Podcasting Promotes Book Sales

Apr 14th, 2008 | By | Category: Audio Podcasting, Making Money with Podcasts

Mainstream media is getting savvy to the way podcasts are being effectively used to promote authors and their work.

A Washington Post article looks at how Scott Sigler, J.C. Hutchins and Cory Doctorow are using podcasting an Internet media to get noticed:

Horror writer Scott Sigler, one of the pioneers in this area, began regularly posting readings of his first book in March 2005. “EarthCore,” broken up into 45-minute chunks that he posted on a weekly basis, won an audience of 10,000 listeners. His second book, “Ancestor,” did even better, scoring 30,000 subscribers.
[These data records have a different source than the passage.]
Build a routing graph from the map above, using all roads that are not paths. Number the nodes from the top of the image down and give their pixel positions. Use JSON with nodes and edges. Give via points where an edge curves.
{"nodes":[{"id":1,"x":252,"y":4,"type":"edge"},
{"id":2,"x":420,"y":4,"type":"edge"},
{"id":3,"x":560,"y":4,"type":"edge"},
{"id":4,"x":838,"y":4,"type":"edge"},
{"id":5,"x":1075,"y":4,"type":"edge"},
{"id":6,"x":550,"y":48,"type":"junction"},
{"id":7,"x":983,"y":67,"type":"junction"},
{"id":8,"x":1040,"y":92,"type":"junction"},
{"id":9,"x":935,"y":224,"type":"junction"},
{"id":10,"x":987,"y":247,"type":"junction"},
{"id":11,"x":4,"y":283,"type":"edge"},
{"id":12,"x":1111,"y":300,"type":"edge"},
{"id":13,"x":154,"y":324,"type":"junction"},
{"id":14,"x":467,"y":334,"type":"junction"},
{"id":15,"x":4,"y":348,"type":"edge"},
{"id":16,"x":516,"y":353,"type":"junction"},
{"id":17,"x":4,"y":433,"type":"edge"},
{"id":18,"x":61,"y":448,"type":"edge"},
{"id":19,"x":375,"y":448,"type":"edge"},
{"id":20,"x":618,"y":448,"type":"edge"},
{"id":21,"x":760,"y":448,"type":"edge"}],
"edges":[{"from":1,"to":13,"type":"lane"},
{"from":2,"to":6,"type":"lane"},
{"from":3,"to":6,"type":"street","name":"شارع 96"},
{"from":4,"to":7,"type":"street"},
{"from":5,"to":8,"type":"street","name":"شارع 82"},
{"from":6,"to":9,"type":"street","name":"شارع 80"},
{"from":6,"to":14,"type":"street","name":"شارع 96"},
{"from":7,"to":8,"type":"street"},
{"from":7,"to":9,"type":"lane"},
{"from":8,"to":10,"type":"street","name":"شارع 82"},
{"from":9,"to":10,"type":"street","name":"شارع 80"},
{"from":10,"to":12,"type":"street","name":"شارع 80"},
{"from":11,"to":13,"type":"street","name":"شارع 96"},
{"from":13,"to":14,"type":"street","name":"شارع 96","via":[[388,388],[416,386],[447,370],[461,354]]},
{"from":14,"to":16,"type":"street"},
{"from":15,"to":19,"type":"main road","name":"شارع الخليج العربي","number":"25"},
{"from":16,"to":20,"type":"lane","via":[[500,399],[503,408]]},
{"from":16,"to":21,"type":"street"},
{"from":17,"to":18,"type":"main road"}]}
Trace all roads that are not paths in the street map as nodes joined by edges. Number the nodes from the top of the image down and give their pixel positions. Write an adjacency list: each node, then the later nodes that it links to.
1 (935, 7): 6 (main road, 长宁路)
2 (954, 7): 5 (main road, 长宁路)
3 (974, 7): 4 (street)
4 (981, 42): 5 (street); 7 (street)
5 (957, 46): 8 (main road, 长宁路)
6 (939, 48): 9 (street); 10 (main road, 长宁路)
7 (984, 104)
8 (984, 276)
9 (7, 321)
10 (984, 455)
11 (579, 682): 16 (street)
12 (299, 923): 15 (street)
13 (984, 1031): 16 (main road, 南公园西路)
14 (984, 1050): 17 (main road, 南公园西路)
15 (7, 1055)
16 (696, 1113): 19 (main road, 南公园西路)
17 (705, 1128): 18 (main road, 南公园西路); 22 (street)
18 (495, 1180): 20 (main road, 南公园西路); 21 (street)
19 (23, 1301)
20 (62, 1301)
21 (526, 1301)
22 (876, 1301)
A small Canadian publisher signed on to release his third book in a small paperback run.

This month, Sigler’s fourth book debuted in a hardcover release for the first time, from Crown Publishing Group, an imprint of Random House. Crown has printed an initial run of 100,000 copies of “Infected,” Sigler’s bloody tale about a parasite that turns its human hosts violently insane. That’s a high figure for the book industry, where mostly unknown authors usually get an initial print run of only a few thousand.

Sigler’s latest novel is racing up the best-seller list at Amazon.

“It proves that there are smarter ways to getting published than just sending a manuscript over the transom to a publisher,” said Cory Doctorow, a sci-fi author who is also well known as an editor of the popular blog BoingBoing.

As people’s attention moves away from broadcast media to on-demand media, authors and publishers will have to follow.